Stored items
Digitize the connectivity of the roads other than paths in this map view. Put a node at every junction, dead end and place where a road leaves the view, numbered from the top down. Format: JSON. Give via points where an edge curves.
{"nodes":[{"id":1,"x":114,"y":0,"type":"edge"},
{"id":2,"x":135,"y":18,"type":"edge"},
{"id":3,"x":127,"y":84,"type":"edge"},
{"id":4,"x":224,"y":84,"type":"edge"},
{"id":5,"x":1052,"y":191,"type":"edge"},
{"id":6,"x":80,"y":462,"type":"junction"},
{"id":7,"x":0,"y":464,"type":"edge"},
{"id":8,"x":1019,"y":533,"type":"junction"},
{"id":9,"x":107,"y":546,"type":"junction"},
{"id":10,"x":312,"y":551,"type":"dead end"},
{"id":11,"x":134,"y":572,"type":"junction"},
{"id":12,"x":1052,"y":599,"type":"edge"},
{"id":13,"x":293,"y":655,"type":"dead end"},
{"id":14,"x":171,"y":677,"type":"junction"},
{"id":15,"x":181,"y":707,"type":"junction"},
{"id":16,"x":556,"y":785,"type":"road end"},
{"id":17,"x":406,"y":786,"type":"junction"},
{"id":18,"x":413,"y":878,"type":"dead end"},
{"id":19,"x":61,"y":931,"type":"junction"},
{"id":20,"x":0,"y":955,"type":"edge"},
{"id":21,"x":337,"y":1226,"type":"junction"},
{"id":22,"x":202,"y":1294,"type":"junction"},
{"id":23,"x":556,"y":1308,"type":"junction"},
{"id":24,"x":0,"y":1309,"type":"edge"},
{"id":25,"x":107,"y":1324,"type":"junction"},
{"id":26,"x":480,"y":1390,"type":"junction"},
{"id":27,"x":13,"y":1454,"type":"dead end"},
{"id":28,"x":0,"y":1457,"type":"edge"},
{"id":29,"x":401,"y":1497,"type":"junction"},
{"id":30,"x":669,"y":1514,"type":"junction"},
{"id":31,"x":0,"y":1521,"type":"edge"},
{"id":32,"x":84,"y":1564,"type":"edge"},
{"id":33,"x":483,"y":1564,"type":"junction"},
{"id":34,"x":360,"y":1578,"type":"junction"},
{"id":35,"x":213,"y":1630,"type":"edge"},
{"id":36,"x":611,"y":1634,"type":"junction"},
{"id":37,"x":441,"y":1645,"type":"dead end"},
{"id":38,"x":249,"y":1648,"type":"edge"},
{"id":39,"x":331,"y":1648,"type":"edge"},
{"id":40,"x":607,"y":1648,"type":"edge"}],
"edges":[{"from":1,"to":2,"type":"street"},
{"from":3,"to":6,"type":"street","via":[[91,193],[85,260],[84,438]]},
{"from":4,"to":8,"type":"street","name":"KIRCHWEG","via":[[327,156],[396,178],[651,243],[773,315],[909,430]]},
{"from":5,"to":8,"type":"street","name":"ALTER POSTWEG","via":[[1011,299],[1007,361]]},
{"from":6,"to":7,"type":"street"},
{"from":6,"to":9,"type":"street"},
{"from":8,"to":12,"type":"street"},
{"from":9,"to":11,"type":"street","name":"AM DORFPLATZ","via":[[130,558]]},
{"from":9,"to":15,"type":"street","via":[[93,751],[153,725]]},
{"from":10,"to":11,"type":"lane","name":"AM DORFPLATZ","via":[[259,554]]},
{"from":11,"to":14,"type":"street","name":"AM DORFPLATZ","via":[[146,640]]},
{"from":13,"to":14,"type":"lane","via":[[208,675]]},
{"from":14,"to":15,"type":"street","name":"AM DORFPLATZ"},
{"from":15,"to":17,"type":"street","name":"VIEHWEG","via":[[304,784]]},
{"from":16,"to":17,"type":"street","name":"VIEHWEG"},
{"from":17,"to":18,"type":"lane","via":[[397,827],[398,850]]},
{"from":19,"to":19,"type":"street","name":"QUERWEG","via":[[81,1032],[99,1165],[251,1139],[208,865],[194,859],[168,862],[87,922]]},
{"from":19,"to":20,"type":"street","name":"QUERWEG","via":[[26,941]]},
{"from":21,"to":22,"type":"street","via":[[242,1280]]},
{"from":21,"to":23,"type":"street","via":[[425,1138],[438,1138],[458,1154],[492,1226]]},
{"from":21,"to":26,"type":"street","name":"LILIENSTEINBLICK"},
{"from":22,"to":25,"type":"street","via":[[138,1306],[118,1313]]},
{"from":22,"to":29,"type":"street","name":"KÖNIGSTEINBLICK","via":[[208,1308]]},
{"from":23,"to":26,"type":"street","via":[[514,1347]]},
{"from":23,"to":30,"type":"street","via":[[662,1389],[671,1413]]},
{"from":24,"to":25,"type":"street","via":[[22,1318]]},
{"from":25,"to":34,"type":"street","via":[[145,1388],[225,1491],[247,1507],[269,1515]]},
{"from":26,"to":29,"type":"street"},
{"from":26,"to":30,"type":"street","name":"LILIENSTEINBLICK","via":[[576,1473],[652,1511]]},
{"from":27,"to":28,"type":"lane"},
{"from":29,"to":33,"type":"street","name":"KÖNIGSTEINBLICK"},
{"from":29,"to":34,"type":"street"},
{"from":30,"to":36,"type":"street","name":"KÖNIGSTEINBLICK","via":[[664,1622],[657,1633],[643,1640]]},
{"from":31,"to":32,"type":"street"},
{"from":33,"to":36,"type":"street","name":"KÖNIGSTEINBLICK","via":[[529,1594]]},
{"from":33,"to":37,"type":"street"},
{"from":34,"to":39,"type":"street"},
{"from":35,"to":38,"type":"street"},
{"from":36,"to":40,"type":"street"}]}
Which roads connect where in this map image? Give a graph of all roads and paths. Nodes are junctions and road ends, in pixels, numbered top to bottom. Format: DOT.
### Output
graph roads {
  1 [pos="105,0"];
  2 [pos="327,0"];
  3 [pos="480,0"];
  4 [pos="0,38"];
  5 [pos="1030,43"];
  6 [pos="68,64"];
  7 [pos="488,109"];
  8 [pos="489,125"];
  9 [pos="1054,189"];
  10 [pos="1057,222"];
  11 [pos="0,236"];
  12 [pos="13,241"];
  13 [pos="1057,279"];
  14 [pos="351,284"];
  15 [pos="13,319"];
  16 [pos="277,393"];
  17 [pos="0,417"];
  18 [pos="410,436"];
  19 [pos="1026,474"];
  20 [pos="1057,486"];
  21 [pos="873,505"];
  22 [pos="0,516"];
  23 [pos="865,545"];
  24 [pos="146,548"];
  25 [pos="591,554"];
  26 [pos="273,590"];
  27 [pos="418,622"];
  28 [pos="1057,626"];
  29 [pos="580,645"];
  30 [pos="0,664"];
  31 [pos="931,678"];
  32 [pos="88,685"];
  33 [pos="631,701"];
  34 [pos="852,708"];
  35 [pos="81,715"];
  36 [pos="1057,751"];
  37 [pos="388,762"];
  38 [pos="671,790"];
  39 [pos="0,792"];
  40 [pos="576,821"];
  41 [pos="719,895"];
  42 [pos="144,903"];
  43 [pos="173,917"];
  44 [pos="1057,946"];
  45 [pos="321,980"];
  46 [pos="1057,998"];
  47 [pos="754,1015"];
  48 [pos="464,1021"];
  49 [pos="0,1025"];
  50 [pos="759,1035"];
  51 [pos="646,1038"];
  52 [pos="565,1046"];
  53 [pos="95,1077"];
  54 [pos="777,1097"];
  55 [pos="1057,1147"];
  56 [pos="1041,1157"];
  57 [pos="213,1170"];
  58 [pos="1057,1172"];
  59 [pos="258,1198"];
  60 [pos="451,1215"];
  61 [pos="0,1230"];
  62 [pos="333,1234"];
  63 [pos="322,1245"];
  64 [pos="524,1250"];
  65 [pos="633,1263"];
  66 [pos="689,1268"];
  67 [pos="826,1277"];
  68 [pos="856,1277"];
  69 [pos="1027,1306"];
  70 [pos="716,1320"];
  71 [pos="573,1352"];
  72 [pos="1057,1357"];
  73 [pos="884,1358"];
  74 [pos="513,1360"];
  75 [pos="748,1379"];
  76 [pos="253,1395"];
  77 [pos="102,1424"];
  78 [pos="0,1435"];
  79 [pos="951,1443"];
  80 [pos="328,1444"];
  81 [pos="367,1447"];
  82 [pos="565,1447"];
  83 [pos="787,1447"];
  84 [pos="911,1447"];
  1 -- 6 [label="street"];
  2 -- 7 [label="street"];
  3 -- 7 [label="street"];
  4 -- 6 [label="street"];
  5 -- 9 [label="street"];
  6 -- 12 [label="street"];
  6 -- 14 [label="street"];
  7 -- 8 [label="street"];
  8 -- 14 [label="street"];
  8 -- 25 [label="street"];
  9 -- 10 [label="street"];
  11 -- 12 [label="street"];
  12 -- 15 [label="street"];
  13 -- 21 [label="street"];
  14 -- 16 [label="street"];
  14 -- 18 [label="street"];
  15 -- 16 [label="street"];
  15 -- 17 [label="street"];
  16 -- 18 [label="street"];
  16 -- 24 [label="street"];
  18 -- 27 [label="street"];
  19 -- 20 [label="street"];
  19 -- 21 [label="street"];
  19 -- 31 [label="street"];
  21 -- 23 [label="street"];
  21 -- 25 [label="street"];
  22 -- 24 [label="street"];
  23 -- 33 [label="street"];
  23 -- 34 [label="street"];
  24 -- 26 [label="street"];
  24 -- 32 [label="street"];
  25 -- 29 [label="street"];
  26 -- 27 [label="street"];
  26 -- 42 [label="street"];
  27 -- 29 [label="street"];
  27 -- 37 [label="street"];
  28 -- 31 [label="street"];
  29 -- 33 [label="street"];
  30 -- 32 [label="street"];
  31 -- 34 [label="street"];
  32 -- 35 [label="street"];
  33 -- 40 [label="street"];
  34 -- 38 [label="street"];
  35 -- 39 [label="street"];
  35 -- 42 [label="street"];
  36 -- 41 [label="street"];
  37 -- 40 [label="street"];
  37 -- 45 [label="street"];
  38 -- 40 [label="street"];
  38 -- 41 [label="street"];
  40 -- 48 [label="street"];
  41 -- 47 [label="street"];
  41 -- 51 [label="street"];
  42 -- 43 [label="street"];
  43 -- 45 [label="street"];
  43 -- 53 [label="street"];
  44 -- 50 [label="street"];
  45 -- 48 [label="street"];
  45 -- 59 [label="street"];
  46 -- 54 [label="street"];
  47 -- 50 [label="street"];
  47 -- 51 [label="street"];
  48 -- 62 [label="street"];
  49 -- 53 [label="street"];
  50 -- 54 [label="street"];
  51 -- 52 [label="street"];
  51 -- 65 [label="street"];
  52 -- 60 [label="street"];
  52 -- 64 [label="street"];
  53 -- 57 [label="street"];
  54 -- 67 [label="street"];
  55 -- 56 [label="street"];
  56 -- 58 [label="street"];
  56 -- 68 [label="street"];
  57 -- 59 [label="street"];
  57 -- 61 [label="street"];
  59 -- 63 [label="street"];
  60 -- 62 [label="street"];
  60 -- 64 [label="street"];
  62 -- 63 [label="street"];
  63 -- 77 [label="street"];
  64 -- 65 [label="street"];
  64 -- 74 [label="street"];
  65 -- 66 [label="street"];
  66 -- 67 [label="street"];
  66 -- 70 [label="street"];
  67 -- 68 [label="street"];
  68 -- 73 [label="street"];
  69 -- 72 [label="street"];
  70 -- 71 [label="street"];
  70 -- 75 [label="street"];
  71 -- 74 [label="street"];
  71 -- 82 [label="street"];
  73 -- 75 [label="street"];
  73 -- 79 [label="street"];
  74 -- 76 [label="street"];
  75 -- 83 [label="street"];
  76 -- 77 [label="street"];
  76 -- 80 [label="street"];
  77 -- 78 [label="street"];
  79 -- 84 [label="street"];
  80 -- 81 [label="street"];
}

* **Exercise brief**: Each line in the data that holds the word "QUERWEG" must be copied.

* **Response to this task**:
{"from":19,"to":19,"type":"street","name":"QUERWEG","via":[[81,1032],[99,1165],[251,1139],[208,865],[194,859],[168,862],[87,922]]},
{"from":19,"to":20,"type":"street","name":"QUERWEG","via":[[26,941]]},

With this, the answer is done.